Paine finally returned to America on October 30, 1802, landing in Baltimore with his bridge models in tow. He proceeded to the new city of Washington, where the federal government had moved during his absence. The old patriot hoped to make a presentation to Congress and to win the support of Jefferson, who was now President, for this latest version of his iron bridge. But his religious views and other personal eccentricities rendered him unwelcome in many quarters, and a decade and a half of absence had made him an outsider in a greatly changed nation.
He did his best to make the rounds of influential men, but he encountered little more than politeness from his friends and open hostility from his enemies. Moreover, the Jeffersonian ethic of a small, limited central government opposed any nonessential federal projects (though Jefferson did not shun his old acquaintance, allowing Paine to lodge with him during his stay). After a few months’ futile efforts, Paine realized that he had no chance of winning a federal contract. He fled the bleak, muddy capital in January 1803 and gave his models to Charles Willson Peak’s famous museum in Philadelphia.
Though best known as a portrait painter, Peale, a friend of Paine from Revolutionary days, was also a bridge aficionado. He had secured the first American bridge patent, for a wooden design, in 1797. Paine’s models were popular with the museum’s visitors, but there is no record of what became of them when the museum moved to Baltimore. On this inconclusive note Paine’s involvement with bridge design came to an end.
The last six years of Paine’s life were marked by poverty, declining health, and social ostracism. He worked on inventing a variety of mechanical contrivances but did not get very far with any of them. Mme. Marguerite de Bonneville, the wife of his French publisher, joined him in America with her three sons and lodged with him in Bordentown and later New York City. She was present when Paine died on June 8, 1809, was an executor of his will, and inherited his models and manuscripts. Tragically, the manuscripts and perhaps some of the models were later lost in a fire in St. Louis.

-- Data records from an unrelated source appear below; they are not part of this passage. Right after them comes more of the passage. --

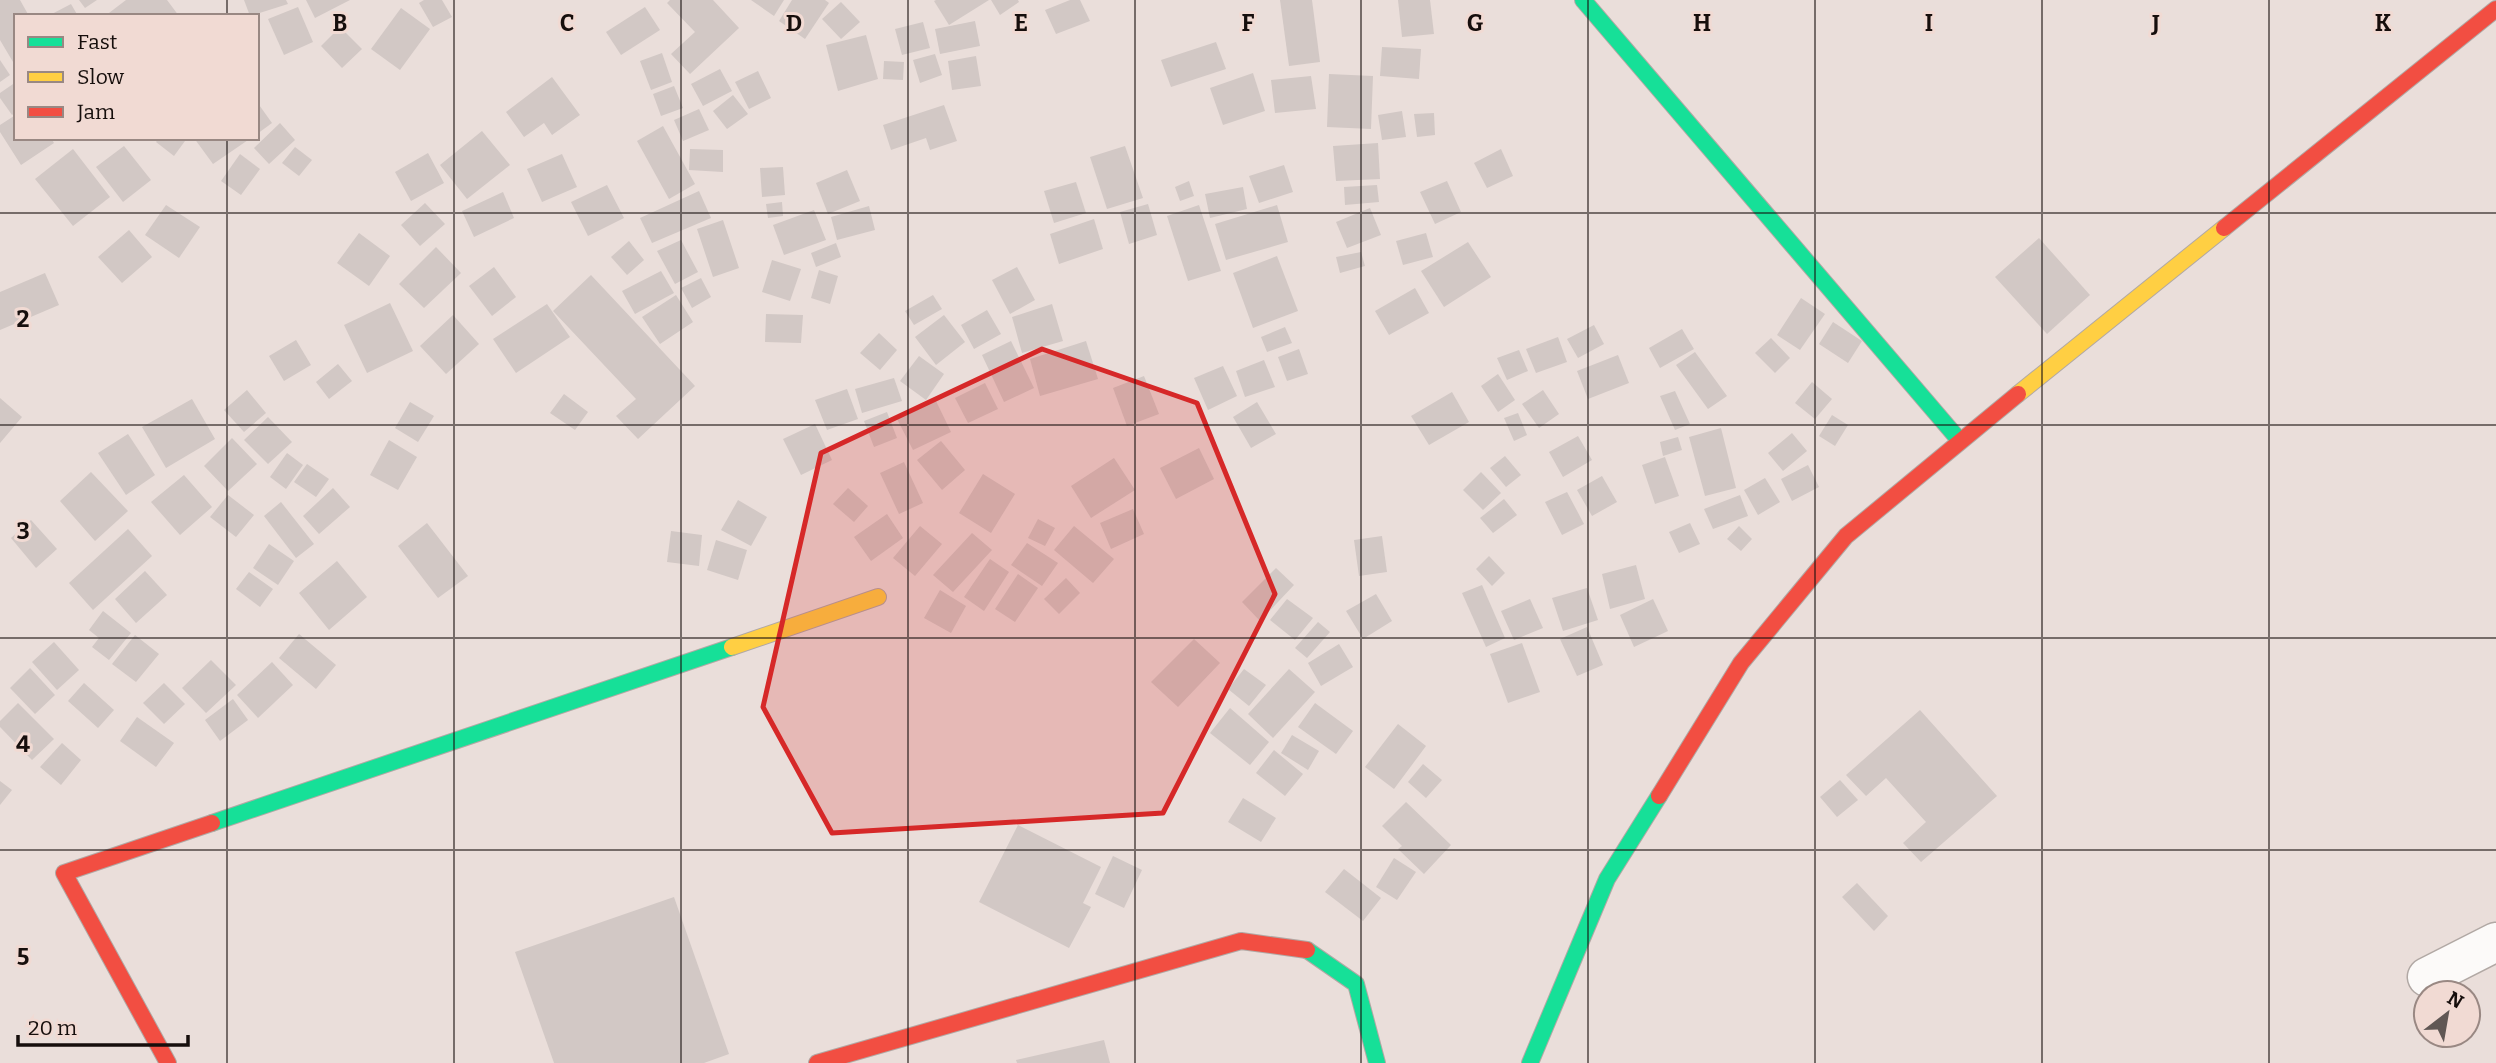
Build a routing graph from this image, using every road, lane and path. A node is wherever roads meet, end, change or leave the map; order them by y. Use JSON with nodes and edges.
{"nodes":[{"id":1,"x":1583,"y":0,"type":"edge"},
{"id":2,"x":2496,"y":9,"type":"edge"},
{"id":3,"x":1960,"y":441,"type":"junction"},
{"id":4,"x":878,"y":597,"type":"dead end"},
{"id":5,"x":2496,"y":942,"type":"edge"},
{"id":6,"x":2427,"y":977,"type":"dead end"},
{"id":7,"x":168,"y":1063,"type":"edge"},
{"id":8,"x":817,"y":1063,"type":"edge"},
{"id":9,"x":1377,"y":1063,"type":"edge"},
{"id":10,"x":1530,"y":1063,"type":"edge"}],
"edges":[{"from":1,"to":3,"type":"street"},
{"from":2,"to":3,"type":"street"},
{"from":3,"to":10,"type":"street"},
{"from":4,"to":7,"type":"street"},
{"from":5,"to":6,"type":"street"},
{"from":8,"to":9,"type":"street"}]}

In the decades that followed the construction of the Coalbrookdale span, iron bridges became common in Britain. France experienced a similar though somewhat slower proliferation after its first iron bridge, the Pont des Arts, opened in Paris in 1803. But America, despite its rapid expansion, did not see its first one until 1838, when an ironarch bridge opened to carry the Cumberland Road over Dunlap Creek in Brownsville, Pennsylvania. (See “First and Still There,” by Frances C. Robb, Invention & Technology , Fall 1994.) The delay can be accounted for by differing conditions in the two continents.

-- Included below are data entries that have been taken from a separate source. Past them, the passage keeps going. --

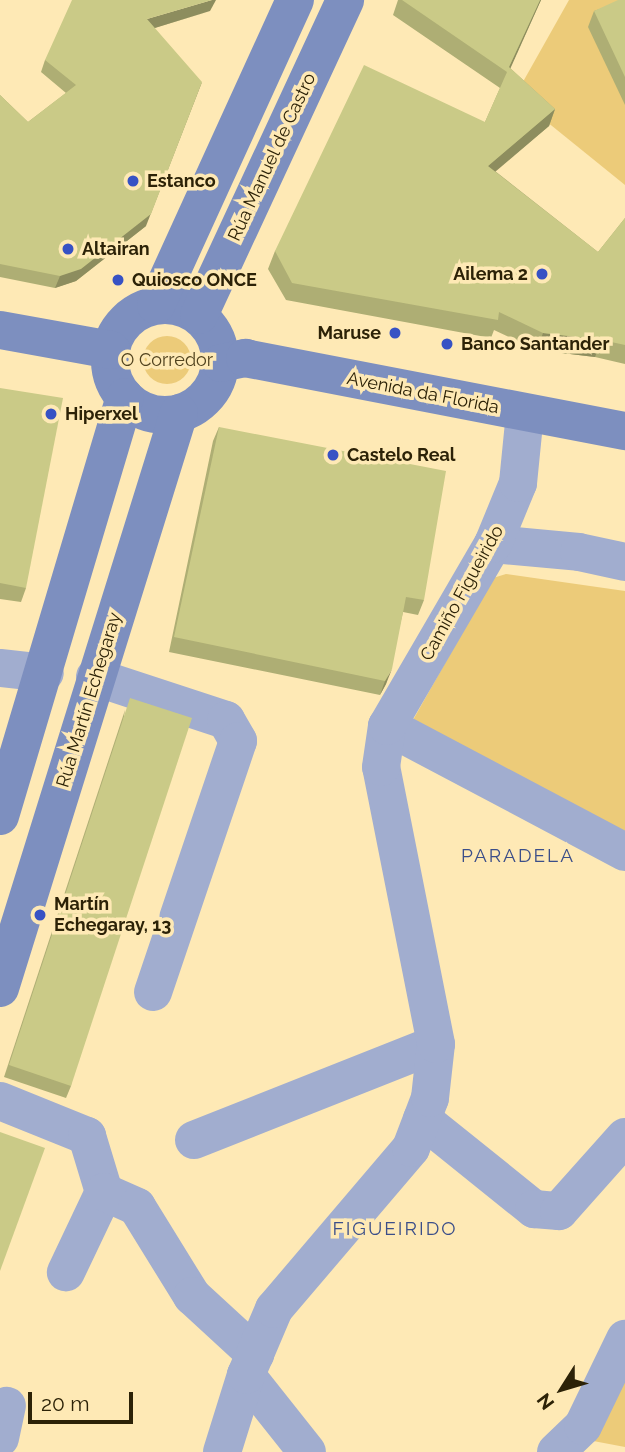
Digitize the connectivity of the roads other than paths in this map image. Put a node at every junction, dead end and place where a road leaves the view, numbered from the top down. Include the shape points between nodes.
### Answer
1 (295, 0) edge
2 (345, 0) edge
3 (156, 305) junction
4 (199, 315) junction
5 (0, 330) edge
6 (111, 350) junction
7 (221, 363) junction
8 (125, 397) junction
9 (179, 413) junction
10 (525, 413) junction
11 (625, 431) edge
12 (493, 544) junction
13 (625, 562) edge
14 (0, 668) edge
15 (45, 673) junction
16 (95, 677) junction
17 (387, 726) junction
18 (0, 816) edge
19 (625, 852) edge
20 (0, 988) edge
21 (153, 992) dead end
22 (436, 1044) junction
23 (0, 1101) edge
24 (422, 1119) junction
25 (625, 1137) edge
26 (194, 1140) dead end
27 (104, 1192) junction
28 (66, 1272) dead end
29 (625, 1339) edge
30 (251, 1364) junction
31 (222, 1452) edge
32 (307, 1452) edge
33 (556, 1452) edge

1 - 3 main road
2 - 4 main road, Rúa Manuel de Castro
3 - 4 main road via 171,304
3 - 6 main road via 126,320
4 - 7 main road via 211,328
5 - 6 main road
6 - 8 main road via 115,383
7 - 9 main road via 208,395
7 - 10 main road, Avenida da Florida via 245,358
8 - 9 main road via 150,412
8 - 15 main road
9 - 16 main road, Rúa Martín Echegaray
10 - 11 main road, Avenida da Florida
10 - 12 street, Camiño Figueirido via 518,483
12 - 13 street via 579,552
12 - 17 street, Camiño Figueirido
14 - 15 street
15 - 18 main road
16 - 20 main road, Rúa Martín Echegaray
16 - 21 street via 226,720 238,741
17 - 19 street
17 - 22 street, Camiño Figueirido via 381,768
22 - 24 street, Camiño Figueirido via 430,1098
22 - 26 street
23 - 27 street via 87,1136
24 - 25 street via 534,1209 559,1211
24 - 30 street, Camiño Figueirido via 411,1148 274,1309
27 - 28 street
27 - 30 street via 137,1207 192,1296
29 - 33 street via 583,1426
30 - 31 street, Camiño Figueirido
30 - 32 street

In the first half of the nineteenth century, American engineers and builders had to address the needs of a sparsely populated country with a rugged and undeveloped interior. Their designs for most things, especially bridges, reflected a pragmatic do-it-yourself attitude: They were simple structures that could easily be built by any carpenter, millwright, or mechanic. Paine’s idea was introduced at a time when even the emerging vitality of the United States could not support a bridge as sophisticated and expensive as his. Instead the vast stands of virgin timber available for the taking, combined with the simplicity of truss construction, made wood the preferred material.
What, then, is the historical importance of Paine’s work? In the case of the Lisson Green bridge, J. G. James sums up well by saying that its “main value was its practical demonstration of faults to be avoided.” Nevertheless, Paine’s bridge spread the word about an engineering revolution to come—just as his writings did about a political one.